Quanto è stato, a marzo, ed è importante, oggi, secondo te il ruolo del volontariato nella fase dell'emergenza Coronavirus?
«Direi che è fondamentale. Già durante il primo lockdown c'era la consapevolezza di come, nonostante la pandemia, la vita dovesse andare avanti lo stesso, così come dovessero essere garantite le terapie per i pazienti. I donatori lo hanno capito e hanno superato le paure iniziali del recarsi in ospedale, continuando a fare il proprio dovere di volontari: anche con mascherine, guanti, distanziamento sociale, nulla ha fermato o ridimensionato la determinazione di tutte queste persone. Volere è potere e i donatori ne sono la dimostrazione vivente, anche in questa seconda ondata».
Quale consiglio daresti a un giovane che si approccia al mondo del volontariato?

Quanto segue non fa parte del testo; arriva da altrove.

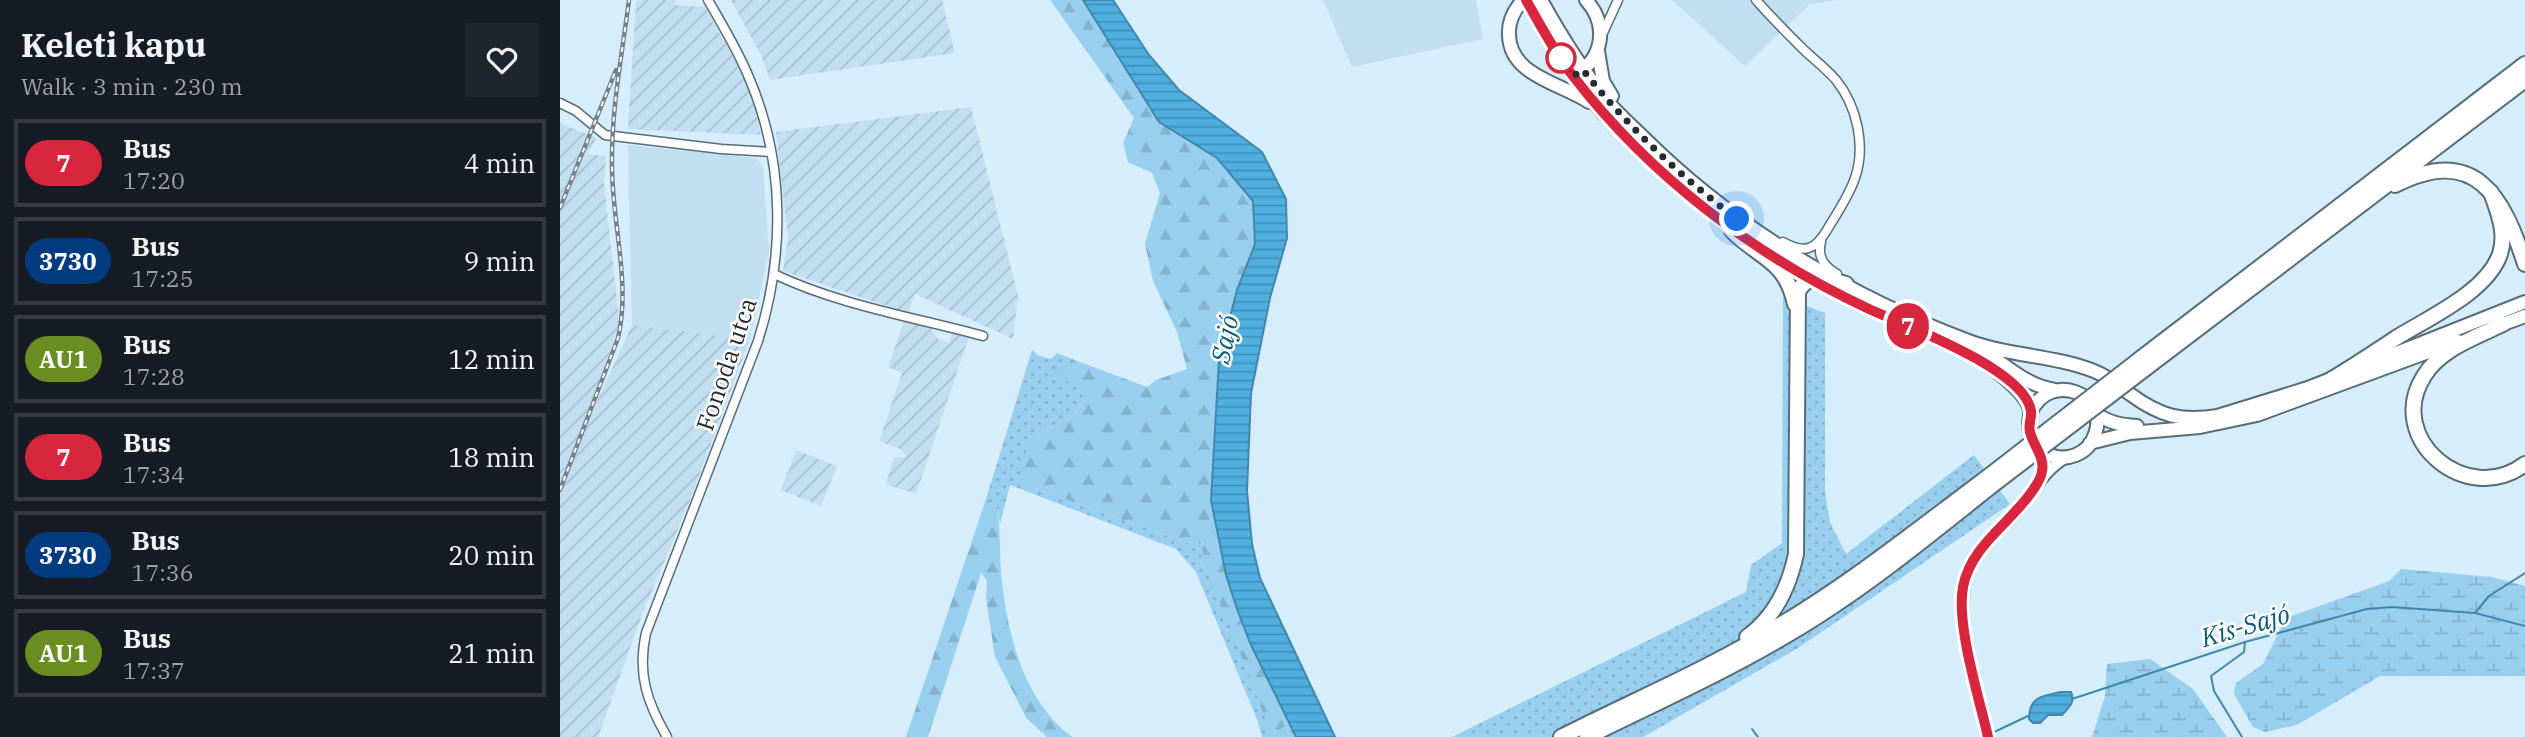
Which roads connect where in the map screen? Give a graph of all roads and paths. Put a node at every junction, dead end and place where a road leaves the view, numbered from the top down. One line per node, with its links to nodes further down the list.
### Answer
1 (708, 0): 17 (street, Fonoda utca)
2 (1512, 0): 8 (main road)
3 (1524, 0): 8 (main road); 11 (main road)
4 (1541, 0): 11 (main road)
5 (1586, 0): 9 (main road)
6 (1618, 0): 9 (street)
7 (1756, 0): 21 (street)
8 (1512, 17): 12 (main road)
9 (1599, 43): 11 (main road); 16 (main road)
10 (2525, 64): 33 (highway)
11 (1578, 73): 12 (main road); 15 (main road); 16 (main road)
12 (1545, 78): 15 (main road)
13 (2525, 80): 19 (highway)
14 (560, 103): 17 (street)
15 (1603, 113): 20 (main road)
16 (1639, 134): 20 (main road)
17 (771, 152): 23 (street, Fonoda utca)
18 (2491, 192): 19 (highway); 22 (highway); 34 (highway)
19 (2363, 202): 33 (highway)
20 (1735, 225): 21 (street); 24 (main road); 25 (main road); 28 (highway)
21 (1822, 239): 26 (street)
22 (2525, 264)
23 (774, 274): 31 (street); 46 (street, Fonoda utca)
24 (1812, 279): 25 (highway); 28 (highway); 36 (main road)
25 (1846, 284): 26 (main road)
26 (1881, 302): 32 (main road)
27 (2525, 303): 34 (main road)
28 (1797, 312): 45 (highway)
29 (2525, 316): 30 (main road)
30 (2503, 324): 40 (main road); 42 (highway)
31 (983, 337)
32 (1968, 341): 35 (main road); 38 (main road)
33 (2143, 363): 44 (highway, bridge)
34 (2332, 379): 38 (main road)
35 (2057, 390): 36 (main road); 37 (main road)
36 (2031, 412): 39 (main road)
37 (2095, 413): 38 (main road); 40 (main road)
38 (2218, 416)
39 (2035, 443): 41 (main road); 43 (main road)
40 (2090, 443): 41 (main road)
41 (2065, 458): 43 (main road)
42 (2525, 464)
43 (2041, 478): 49 (main road)
44 (1988, 483): 45 (highway); 48 (highway)
45 (1703, 668): 47 (highway)
46 (667, 737)
47 (1561, 737)
48 (1587, 737)
49 (1988, 737)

«Si tratta di un’esperienza che ti arricchisce e per qualsiasi giovane della mia età, o anche più piccolo, è importante perché ti rende più responsabile. Impariamo a gestire le responsabilità, i rapporti con persone nuove e ad adempiere agli incarichi che ci vengono affidati. Un approccio maturo e costruttivo in vista del futuro lavorativo. Il Servizio Civile in AVIS è tutto questo: a livello emotivo l’impatto è fortissimo, i legami che si creano sono unici e il modo in cui si viene accolti è impagabile. Una vera e propria grande famiglia, sono stato molto colpito da tutto ciò, non me lo aspettavo ed è stata una bellissima sorpresa».